Breakwave Bi-Weekly Tanker Report - October 3, 2023

• VLCC spot market sees uptick in late September amid ongoing Atlantic challenges – Following a period of subdued fixing, the VLCC market experienced a brief period of elevated activity, which in turn pushed spot rates to relatively high levels rather fast, providing a ray of hope after the recent downturn. VLCC rates in the Middle East region went up considerably due to tightening vessel availability, with charterers scrambling to secure vessels for their October loading programs. Although there are encouraging signs following such a weekly upturn, the year-on-year comparison indicates that the market is still lagging, as freight rates struggle to find a stable footing. In the Atlantic, the tonnage list is still exerting pressure on the market, although shipowners continue to seek higher rates, especially as the winter season approaches. With September behind us, a crucial question remains unanswered: Will spot rates for VLCCs receive a boost from Chinese crude oil imports and the expected increase in fuel demand during the northern hemisphere winter season? In the Atlantic market, there is a scarcity of projected tonnage that will help avoid additional downward pressure on rates. At the same time, we expect higher oil export volumes out of the Middle East despite all the talk about lower production levels. Combine the above with the potential for inclement weather, and the ingredients for a winter rally are firmly in place.

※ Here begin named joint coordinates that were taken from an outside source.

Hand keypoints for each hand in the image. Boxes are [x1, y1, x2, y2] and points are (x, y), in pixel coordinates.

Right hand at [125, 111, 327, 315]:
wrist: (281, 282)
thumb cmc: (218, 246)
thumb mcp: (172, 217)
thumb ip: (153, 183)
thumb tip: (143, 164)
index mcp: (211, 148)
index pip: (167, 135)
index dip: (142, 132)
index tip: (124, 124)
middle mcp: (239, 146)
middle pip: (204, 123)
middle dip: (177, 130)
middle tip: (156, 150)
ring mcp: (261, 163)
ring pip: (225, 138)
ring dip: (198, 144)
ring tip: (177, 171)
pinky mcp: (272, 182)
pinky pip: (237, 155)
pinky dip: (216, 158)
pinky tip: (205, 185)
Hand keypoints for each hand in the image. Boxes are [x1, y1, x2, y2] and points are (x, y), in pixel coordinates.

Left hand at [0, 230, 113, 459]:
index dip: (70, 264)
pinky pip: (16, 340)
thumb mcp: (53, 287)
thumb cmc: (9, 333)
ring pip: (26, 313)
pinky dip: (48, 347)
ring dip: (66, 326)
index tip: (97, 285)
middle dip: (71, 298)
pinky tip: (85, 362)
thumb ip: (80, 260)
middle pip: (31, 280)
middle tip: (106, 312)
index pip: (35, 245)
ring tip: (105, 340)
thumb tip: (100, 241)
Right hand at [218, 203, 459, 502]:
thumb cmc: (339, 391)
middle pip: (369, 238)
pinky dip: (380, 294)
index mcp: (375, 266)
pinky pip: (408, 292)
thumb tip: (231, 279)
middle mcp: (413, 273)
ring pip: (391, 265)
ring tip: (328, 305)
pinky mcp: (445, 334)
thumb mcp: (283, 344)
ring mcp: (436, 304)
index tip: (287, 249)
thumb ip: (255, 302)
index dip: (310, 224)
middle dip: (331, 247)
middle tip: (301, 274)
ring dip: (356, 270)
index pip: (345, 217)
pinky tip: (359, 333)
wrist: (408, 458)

• Oil price forecasts move up as spot prices top $90 per barrel – There is nothing that changes sentiment more than price, and the recent rally in oil prices have once again pushed major banks to revisit their own oil projections, which just a few months ago were sitting at much lower levels than today. Unfortunately, the lag effect on analyst projections remains an unspoken rule, and with oil prices exceeding $90 per barrel, the question now becomes how quickly OPEC will increase (“cheat”) production to take advantage of the rally in prices, now that the market expects a significant deficit as we head into the strongest quarter of the year in terms of demand. For those who have followed OPEC for a while, there is always a difference between actions and words, and already August saw an increase in exports despite all the talk about declining production. Our expectation is that supply will be higher than what most people expect, which should aid tanker volumes as we head into the winter. Such a supply increase combined with slower economic growth due to a challenging macro environment should in turn lead to lower oil prices. Once again, such a view is firmly against consensus, similar to our previous view in the summer for higher oil prices, when most investors were concerned about demand rather than supply.

• Tanker cycle driven by tight supply, recovering demand – The tanker market is recovering from a long period of staggered rates as the growth in new vessel supply shrinks while oil demand is recovering in line with the global economy. A historically low orderbook combined with favorable demand fundamentals should continue to support increased spot rate volatility, which combined with the ongoing geopolitical turmoil, should support freight rates in the medium term.